Cache tags are essential here. A product doesn't just live on its own detail page, but also in category overviews, search results and "related products" blocks. By tagging every cache entry with the SKUs it contains, you can invalidate precisely instead of flushing the entire cache.

The result: static product data can live in the cache for days, because as soon as something changes in the PIM, the cache is updated within seconds. You get the speed of aggressive caching and the freshness of live querying.

Stale-while-revalidate: never wait for the source

What happens when a cache entry has expired or been invalidated and a visitor requests the page? In a naive setup, that visitor waits until the PIM has responded.

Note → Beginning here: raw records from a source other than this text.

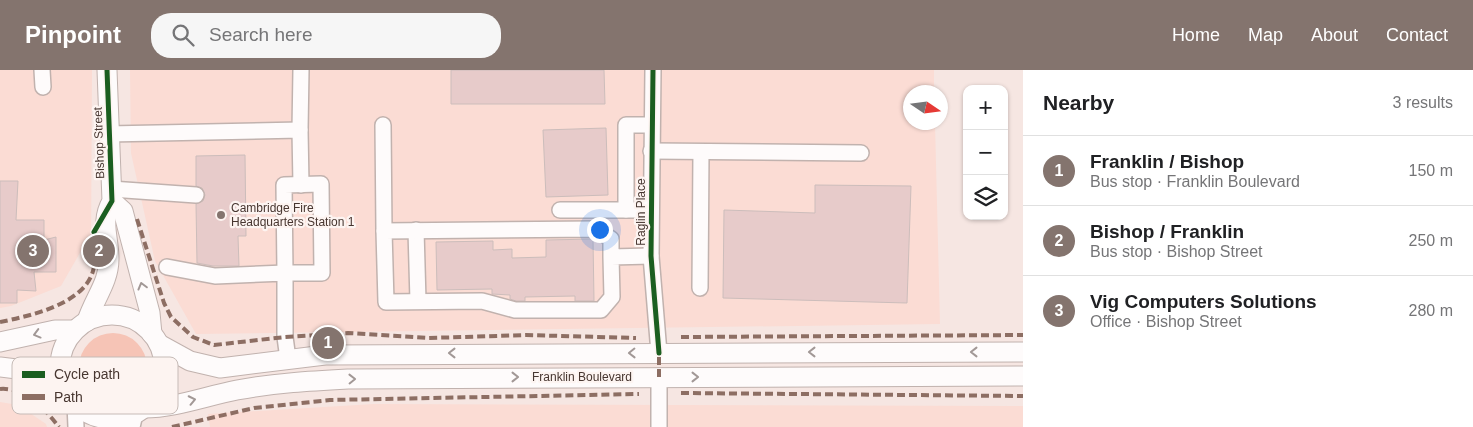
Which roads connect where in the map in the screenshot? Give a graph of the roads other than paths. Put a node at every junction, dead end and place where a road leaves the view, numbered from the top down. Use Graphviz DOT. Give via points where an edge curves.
graph roads {
  1 [pos="42,70"];
  2 [pos="107,70"];
  3 [pos="301,70"];
  4 [pos="653,70"];
  5 [pos="42,87"];
  6 [pos="651,124"];
  7 [pos="383,125"];
  8 [pos="300,130"];
  9 [pos="108,134"];
  10 [pos="651,151"];
  11 [pos="700,152"];
  12 [pos="861,153"];
  13 [pos="301,185"];
  14 [pos="112,195"];
  15 [pos="196,195"];
  16 [pos="560,210"];
  17 [pos="626,210"];
  18 [pos="651,210"];
  19 [pos="416,230"];
  20 [pos="384,231"];
  21 [pos="651,256"];
  22 [pos="611,257"];
  23 [pos="167,267"];
  24 [pos="285,273"];
  25 [pos="700,288"];
  26 [pos="418,301"];
  27 [pos="81,326"];
  28 [pos="156,339"];
  29 [pos="0,342"];
  30 [pos="1023,352"];
  31 [pos="659,353"];
  32 [pos="61,357"];
  33 [pos="163,357"];
  34 [pos="288,359"];
  35 [pos="1023,376"];
  36 [pos="659,377"];
  37 [pos="178,404"];
  38 [pos="73,414"];
  39 [pos="91,414"];
  40 [pos="137,416"];
  41 [pos="76,427"];
  42 [pos="659,427"];
  1 -- 5 [label="street"];
  2 -- 9 [label="main road, Bishop Street"];
  3 -- 8 [label="street"];
  4 -- 6 [label="street, Raglin Place"];
  6 -- 10 [label="street, Raglin Place"];
  6 -- 17 [label="street" via="626,125"];
  7 -- 20 [label="street"];
  8 -- 9 [label="street"];
  8 -- 13 [label="street"];
  9 -- 14 [label="main road, Bishop Street"];
  10 -- 11 [label="street"];
  10 -- 18 [label="street, Raglin Place"];
  11 -- 12 [label="street"];
  11 -- 25 [label="street"];
  13 -- 24 [label="street" via="284,185"];
  13 -- 24 [label="street" via="321,184 322,273"];
  14 -- 15 [label="street"];
  14 -- 27 [label="main road, Bishop Street" via="105,214 108,274"];
  28 -- 14 [label="main road, one-way" via="123,211"];
  16 -- 17 [label="street"];
  17 -- 18 [label="street"];
  18 -- 21 [label="street, Raglin Place"];
  19 -- 20 [label="street"];
  19 -- 22 [label="street" via="596,229 611,239"];
  19 -- 26 [label="street"];
  20 -- 26 [label="street" via="386,302"];
  21 -- 22 [label="street"];
  21 -- 31 [label="street, Raglin Place"];
  22 -- 26 [label="street" via="612,297 601,310 515,310 482,301"];
  23 -- 24 [label="street" via="215,276"];
  24 -- 34 [label="street"];
  27 -- 28 [label="main road" via="104,315 122,315 139,322"];
  27 -- 29 [label="main road, one-way"];
  27 -- 32 [label="main road" via="65,343"];
  28 -- 33 [label="main road"];
  28 -- 34 [label="main road, Franklin Boulevard" via="190,361 212,368"];
  30 -- 31 [label="main road, Franklin Boulevard, one-way"];
  31 -- 34 [label="main road, Franklin Boulevard, one-way" via="380,354"];
  36 -- 35 [label="main road, Franklin Boulevard, one-way"];
  37 -- 36 [label="main road, Franklin Boulevard, one-way" via="239,390 338,379"];
  36 -- 42 [label="street"];
  38 -- 41 [label="street"];
  39 -- 40 [label="main road" via="114,419"];
}
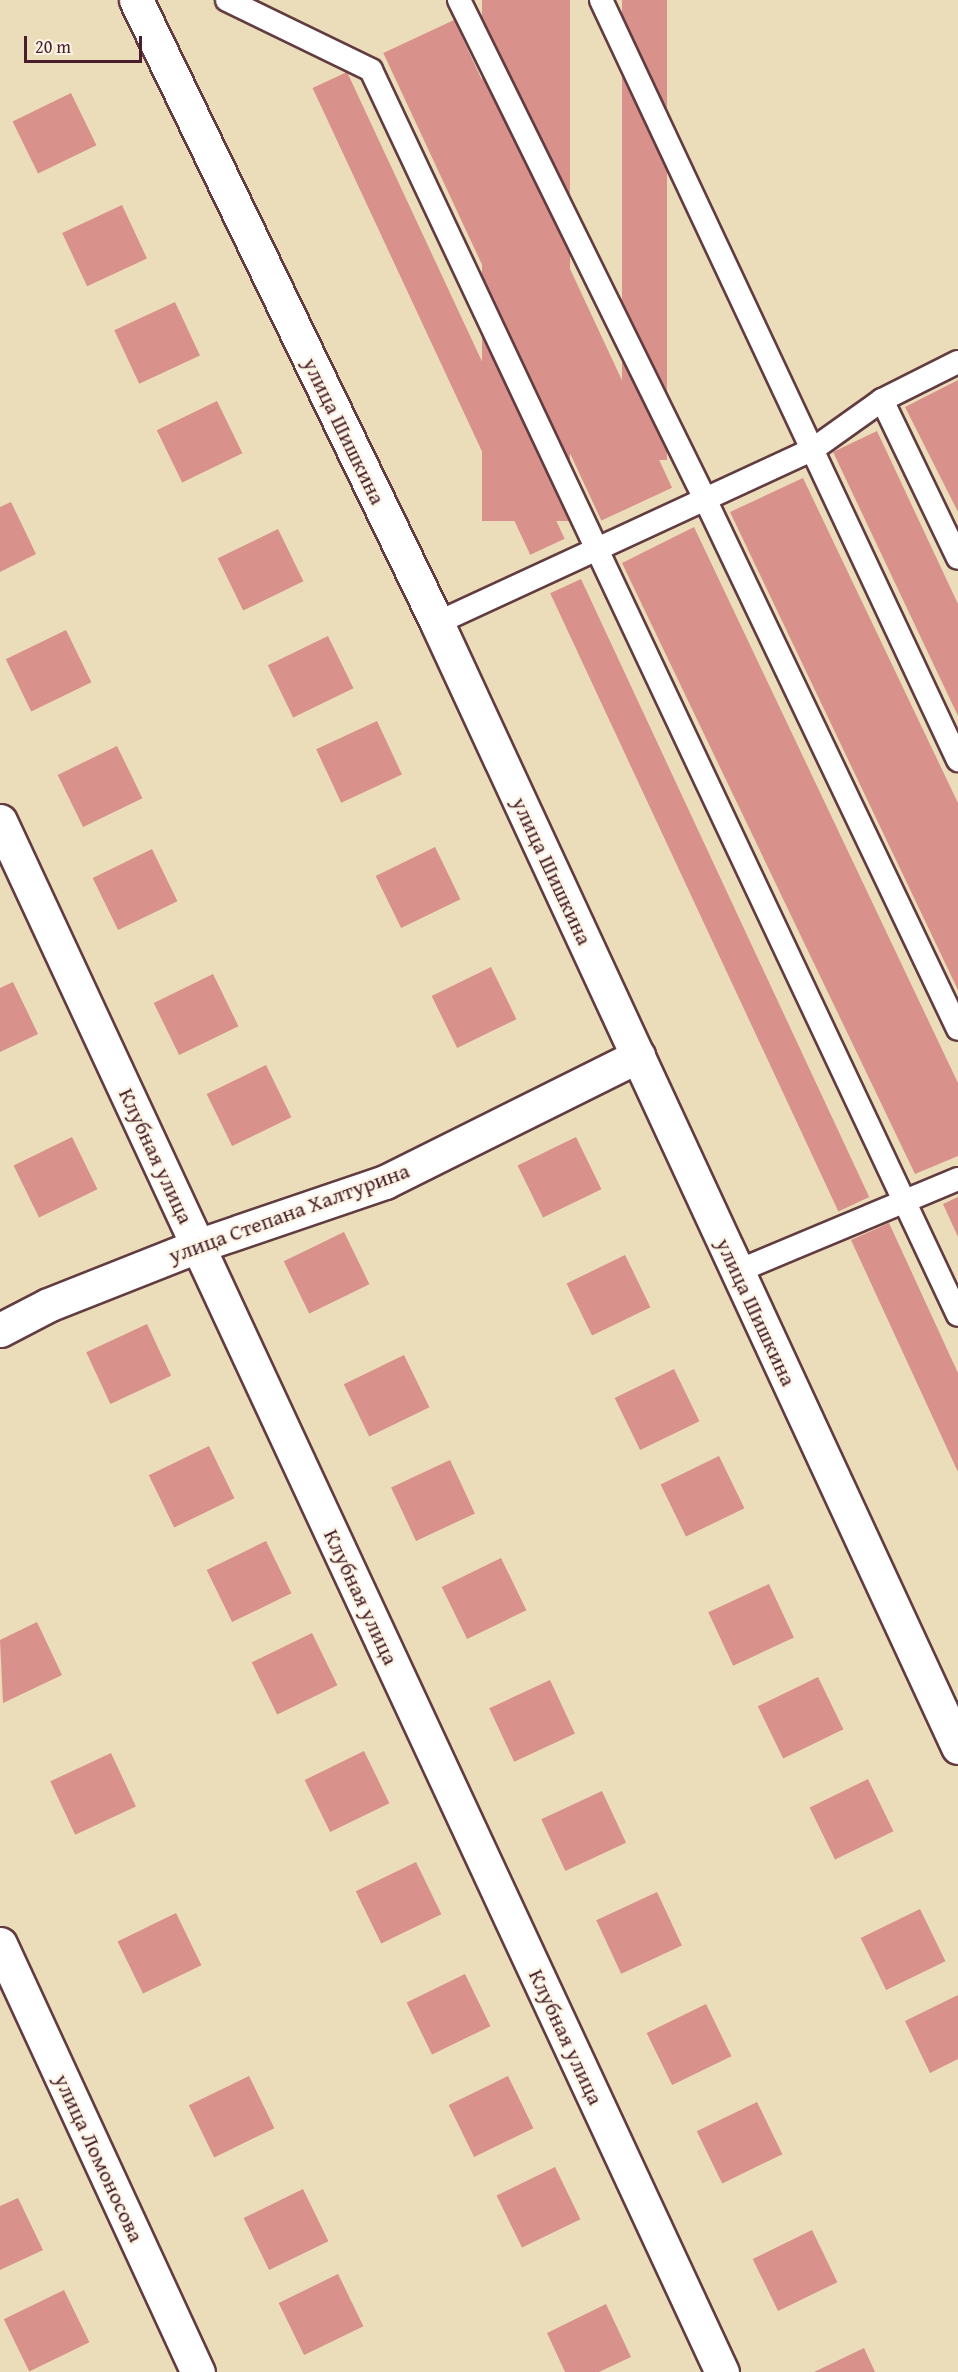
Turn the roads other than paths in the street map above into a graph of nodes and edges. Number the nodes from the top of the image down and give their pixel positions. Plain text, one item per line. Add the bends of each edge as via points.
1 (136, 0) edge
2 (227, 0) edge
3 (459, 0) edge
4 (601, 0) edge
5 (958, 362) edge
6 (882, 400) junction
7 (812, 450) junction
8 (705, 499) junction
9 (599, 551) junction
10 (958, 558) edge
11 (437, 623) junction
12 (958, 760) edge
13 (0, 821) edge
14 (958, 1029) edge
15 (638, 1056) junction
16 (958, 1179) edge
17 (904, 1201) junction
18 (198, 1245) junction
19 (738, 1271) junction
20 (958, 1315) edge
21 (0, 1330) edge
22 (958, 1747) edge
23 (0, 1944) edge
24 (198, 2372) edge
25 (722, 2372) edge

1 - 11 street, улица Шишкина
2 - 9 lane via 371,70
3 - 8 lane
4 - 7 lane
5 - 6 lane
6 - 7 lane
6 - 10 lane
7 - 8 lane
7 - 12 lane
8 - 9 lane
8 - 14 lane
9 - 11 lane
9 - 17 lane
11 - 15 street, улица Шишкина
13 - 18 street, Клубная улица
15 - 18 street, улица Степана Халтурина via 385,1182
15 - 19 street, улица Шишкина
16 - 17 lane
17 - 19 lane
17 - 20 lane
18 - 21 street, улица Степана Халтурина via 48,1305
18 - 25 street, Клубная улица
19 - 22 street, улица Шишкина
23 - 24 street, улица Ломоносова

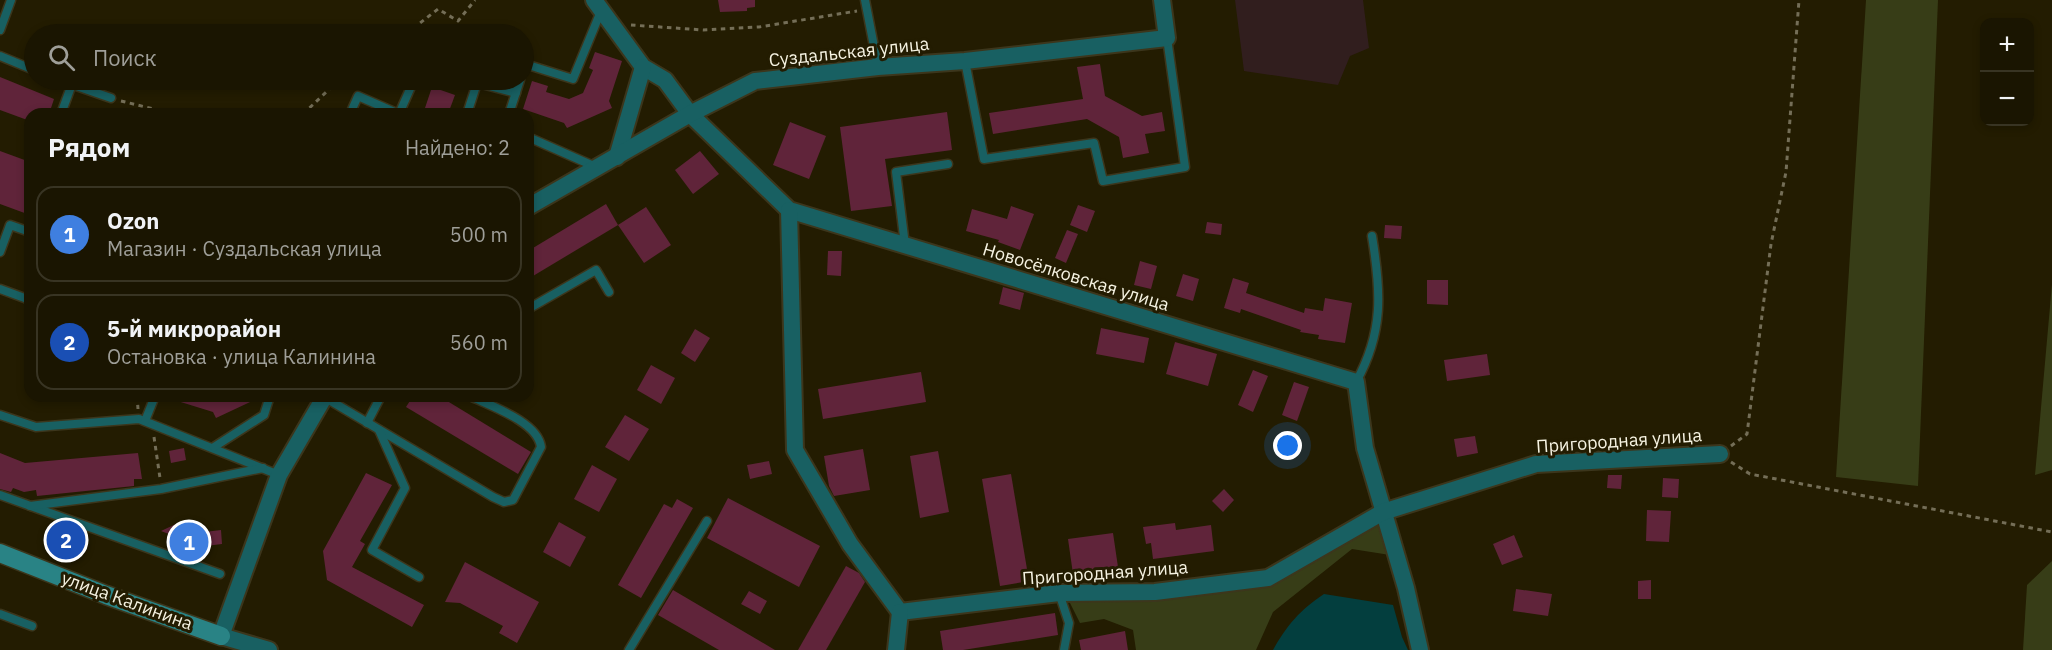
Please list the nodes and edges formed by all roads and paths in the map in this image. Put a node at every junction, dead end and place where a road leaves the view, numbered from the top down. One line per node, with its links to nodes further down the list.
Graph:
1 (11, 0): 9 (lane)
2 (475, 0): 8 (path)
3 (1162, 0): 10 (street)
4 (1799, 0): 61 (path)
5 (598, 5): 7 (street); 14 (lane)
6 (866, 5): 7 (path); 16 (lane)
7 (612, 23): 15 (street)
8 (419, 24)
9 (0, 30)
10 (1167, 38): 12 (street, Суздальская улица); 12 (lane)
11 (0, 56): 13 (lane)
12 (965, 61): 16 (street, Суздальская улица)
13 (24, 66)
14 (534, 67)
15 (643, 67): 34 (street, Новосёлковская улица); 36 (street)
16 (878, 67): 34 (street, Суздальская улица)
17 (70, 90): 26 (lane)
18 (89, 90): 25 (lane)
19 (328, 90): 28 (path)
20 (410, 90): 31 (lane)
21 (475, 90): 32 (lane)
22 (504, 90): 24 (lane)
23 (517, 90): 24 (lane)
24 (516, 93): 33 (lane)
25 (111, 98): 27 (path)
26 (63, 108)
27 (150, 108)
28 (309, 108)
29 (353, 108): 30 (lane)
30 (385, 108)
31 (402, 108)
32 (469, 108)
33 (511, 108)
34 (690, 114): 36 (street, Суздальская улица); 40 (street, Новосёлковская улица)
35 (534, 139): 38 (lane)
36 (617, 157): 38 (street, Суздальская улица)
37 (948, 164): 43 (lane)
38 (598, 168): 39 (street, Суздальская улица)
39 (534, 204)
40 (789, 210): 43 (street, Новосёлковская улица); 74 (street)
41 (24, 230): 44 (lane)
42 (1372, 236): 49 (lane)
43 (905, 245): 49 (street, Новосёлковская улица)
44 (0, 252)
45 (0, 289): 47 (lane)
46 (609, 292): 48 (lane)
47 (24, 298)
48 (534, 306)
49 (1356, 382): 67 (street)
50 (154, 402): 57 (lane)
51 (268, 402): 60 (lane)
52 (321, 402): 63 (street)
53 (332, 402): 58 (lane)
54 (378, 402): 58 (lane)
55 (482, 402): 59 (lane)
56 (0, 415): 57 (lane)
57 (149, 422): 60 (lane); 64 (path)
58 (367, 423): 59 (lane)
59 (379, 430): 72 (lane)
60 (214, 447): 62 (lane)
61 (1720, 454): 67 (street, Пригородная улица); 69 (path)
62 (263, 468): 63 (lane); 64 (lane)
63 (279, 475): 77 (street)
64 (161, 489): 66 (lane)
65 (0, 495): 66 (lane)
66 (30, 506): 71 (lane)
67 (1383, 512): 73 (street, Пригородная улица); 82 (street)
68 (707, 521): 79 (lane)
69 (2052, 532)
70 (0, 553): 77 (street, улица Калинина)
71 (220, 574)
72 (419, 577)
73 (1059, 593): 74 (street, Пригородная улица); 81 (lane)
74 (900, 612): 80 (street)
75 (0, 614): 76 (lane)
76 (32, 626)
77 (221, 636): 78 (street)
78 (269, 650)
79 (629, 650)
80 (896, 650)
81 (1064, 650)
82 (1420, 650)

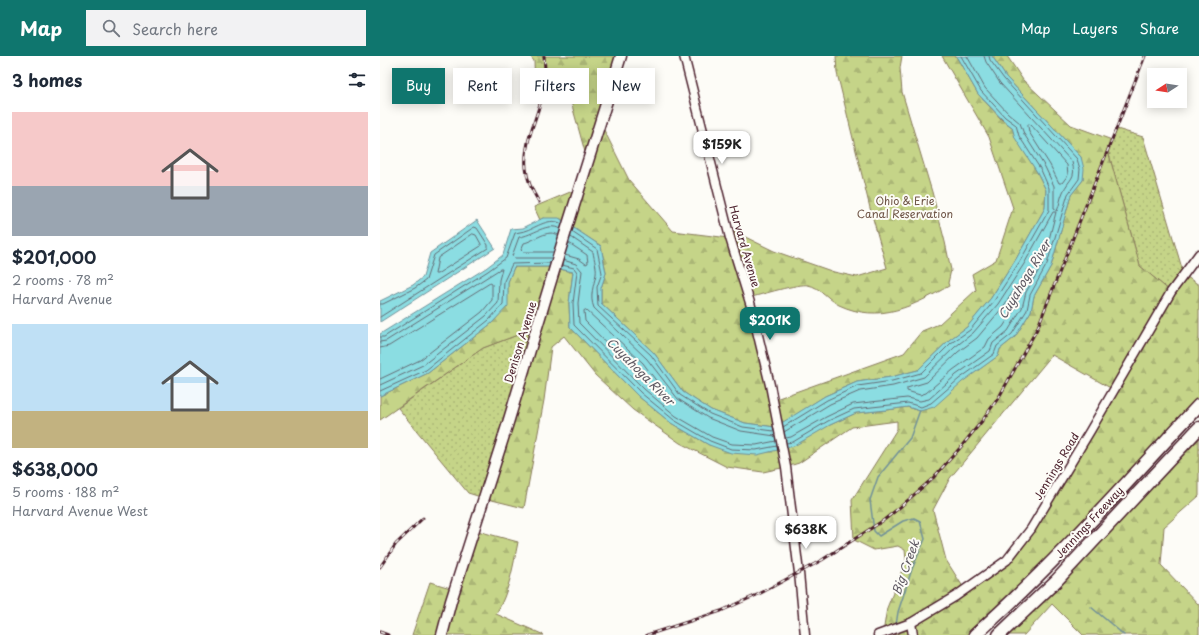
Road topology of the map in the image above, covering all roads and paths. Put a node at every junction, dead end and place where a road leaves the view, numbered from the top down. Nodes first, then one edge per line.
1 (620, 56) edge
2 (684, 56) edge
3 (1199, 254) edge
4 (1199, 405) edge
5 (1199, 428) edge
6 (907, 625) junction
7 (880, 634) edge
8 (442, 635) edge
9 (805, 635) edge
10 (913, 635) edge
11 (975, 635) edge
12 (999, 635) edge

1 - 8 main road, Denison Avenue
2 - 9 street, Harvard Avenue
3 - 6 street, Jennings Road
4 - 11 highway, Jennings Freeway
5 - 12 highway, Jennings Freeway
6 - 7 street, Jennings Road
6 - 10 street

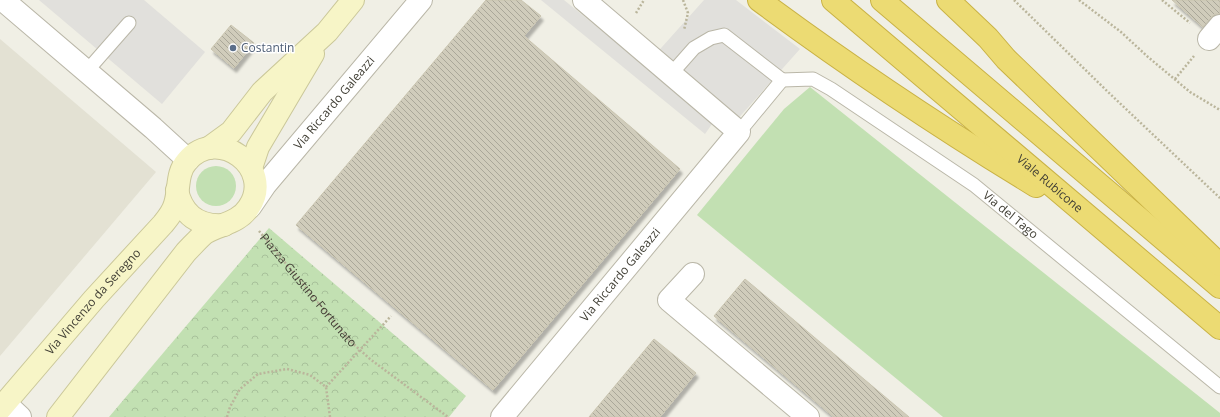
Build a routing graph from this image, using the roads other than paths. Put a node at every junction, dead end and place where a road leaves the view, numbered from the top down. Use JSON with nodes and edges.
{"nodes":[{"id":1,"x":3,"y":0,"type":"edge"},
{"id":2,"x":353,"y":0,"type":"edge"},
{"id":3,"x":421,"y":0,"type":"edge"},
{"id":4,"x":584,"y":0,"type":"edge"},
{"id":5,"x":759,"y":0,"type":"edge"},
{"id":6,"x":833,"y":0,"type":"edge"},
{"id":7,"x":882,"y":0,"type":"edge"},
{"id":8,"x":948,"y":0,"type":"edge"},
{"id":9,"x":128,"y":23,"type":"dead end"},
{"id":10,"x":327,"y":32,"type":"junction"},
{"id":11,"x":86,"y":72,"type":"junction"},
{"id":12,"x":671,"y":74,"type":"junction"},
{"id":13,"x":782,"y":80,"type":"junction"},
{"id":14,"x":739,"y":132,"type":"junction"},
{"id":15,"x":209,"y":148,"type":"junction"},
{"id":16,"x":188,"y":160,"type":"junction"},
{"id":17,"x":251,"y":168,"type":"junction"},
{"id":18,"x":177,"y":190,"type":"junction"},
{"id":19,"x":250,"y":207,"type":"junction"},
{"id":20,"x":1092,"y":219,"type":"junction"},
{"id":21,"x":224,"y":225,"type":"junction"},
{"id":22,"x":1220,"y":265,"type":"edge"},
{"id":23,"x":693,"y":274,"type":"dead end"},
{"id":24,"x":1220,"y":287,"type":"edge"},
{"id":25,"x":1220,"y":328,"type":"edge"},
{"id":26,"x":1220,"y":387,"type":"edge"},
{"id":27,"x":8,"y":410,"type":"edge"},
{"id":28,"x":58,"y":417,"type":"edge"},
{"id":29,"x":502,"y":417,"type":"edge"},
{"id":30,"x":808,"y":417,"type":"edge"}],
"edges":[{"from":1,"to":11,"type":"street"},
{"from":2,"to":10,"type":"main road","name":"Via Vincenzo da Seregno"},
{"from":3,"to":19,"type":"street","name":"Via Riccardo Galeazzi"},
{"from":4,"to":12,"type":"street"},
{"from":5,"to":20,"type":"highway"},
{"from":6,"to":20,"type":"highway","name":"Viale Rubicone"},
{"from":7,"to":24,"type":"highway"},
{"from":8,"to":22,"type":"highway"},
{"from":9,"to":11,"type":"lane"},
{"from":10,"to":15,"type":"main road","name":"Via Vincenzo da Seregno"},
{"from":10,"to":17,"type":"main road","name":"Via Vincenzo da Seregno"},
{"from":11,"to":16,"type":"street"},
{"from":12,"to":13,"type":"lane"},
{"from":12,"to":14,"type":"street"},
{"from":13,"to":14,"type":"lane","name":"Via Riccardo Galeazzi"},
{"from":13,"to":26,"type":"lane","name":"Via del Tago"},
{"from":14,"to":29,"type":"street","name":"Via Riccardo Galeazzi"},
{"from":15,"to":16,"type":"main road","name":"Via Vincenzo da Seregno"},
{"from":15,"to":17,"type":"main road"},
{"from":16,"to":18,"type":"main road","name":"Via Vincenzo da Seregno"},
{"from":17,"to":19,"type":"main road","name":"Via Vincenzo da Seregno"},
{"from":18,"to":21,"type":"main road"},
{"from":18,"to":27,"type":"main road","name":"Via Vincenzo da Seregno"},
{"from":19,"to":21,"type":"main road"},
{"from":20,"to":25,"type":"highway","name":"Viale Rubicone"},
{"from":21,"to":28,"type":"main road"},
{"from":23,"to":30,"type":"street"}]}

With a slow or unreachable source, your website becomes as unreliable as its weakest link.

The stale-while-revalidate pattern solves this: serve the expired version immediately and refresh in the background.

async function getProduct(sku: string): Promise<Product> {
  const cached = await cache.get(`product-${sku}`);
 
  if (cached && !cached.isStale) {
    return cached.value;
  }
 
  if (cached?.isStale) {
    void refreshInBackground(sku);
    return cached.value;
  }
 
  return await fetchAndCache(sku);
}

An added benefit: if the PIM has an outage, your website keeps running on the last known data. The source can go down, the storefront stays open.

Preventing cache stampedes

A classic pitfall on busy pages: a popular cache entry expires and a hundred concurrent requests all decide to query the source themselves. The PIM receives a hundred identical requests in one second and collapses anyway, precisely when traffic is at its peak.

The solution is a lock or "single flight": the first request refreshes, the rest wait for that result or receive the stale version.

$product = $this->cache->get('product-' . $sku, function (ItemInterface $item) use ($sku) {
    $item->tag(['product-' . $sku]);
    return $this->pimClient->fetchProduct($sku);
}, beta: 1.0);

Symfony's cache component has this built in through probabilistic early expiration (the beta parameter): entries are refreshed by a single request shortly before their actual expiry, so the crowd already finds the fresh version.

Stock and price: caching at the right layer

Stock and customer-specific prices don't belong in the same cache as product content. Our approach: render the page entirely from the product cache and fetch volatile data separately through a lightweight endpoint, which itself microcaches for a few seconds at most. The page is then served instantly from cache, while stock indication and price arrive asynchronously from an endpoint built for exactly that.

This also prevents the most persistent bug in these architectures: a "cached" customer-specific price shown to the wrong customer. Whatever differs per customer must simply never end up in a shared cache.

Make it measurable

A caching strategy without measurements is an opinion. The three numbers we put on a dashboard by default:

  • Hit ratio per cache layer: below 90% for product content usually means the invalidation is too coarse.
  • Staleness: the time between a change in the PIM and its visibility on the site. With event-based invalidation this should stay under a minute.
  • Origin load: the number of requests that actually reach the PIM. This number should stay flat when traffic doubles.

Conclusion

Caching PIM data well is not a matter of picking a TTL, but of classifying data by shelf life, invalidating on events instead of the clock, daring to serve stale data while refreshing in the background, and moving volatile data to its own layer. The result is a website that stays fast under peak load, stays current when things change and stays up when the source falters.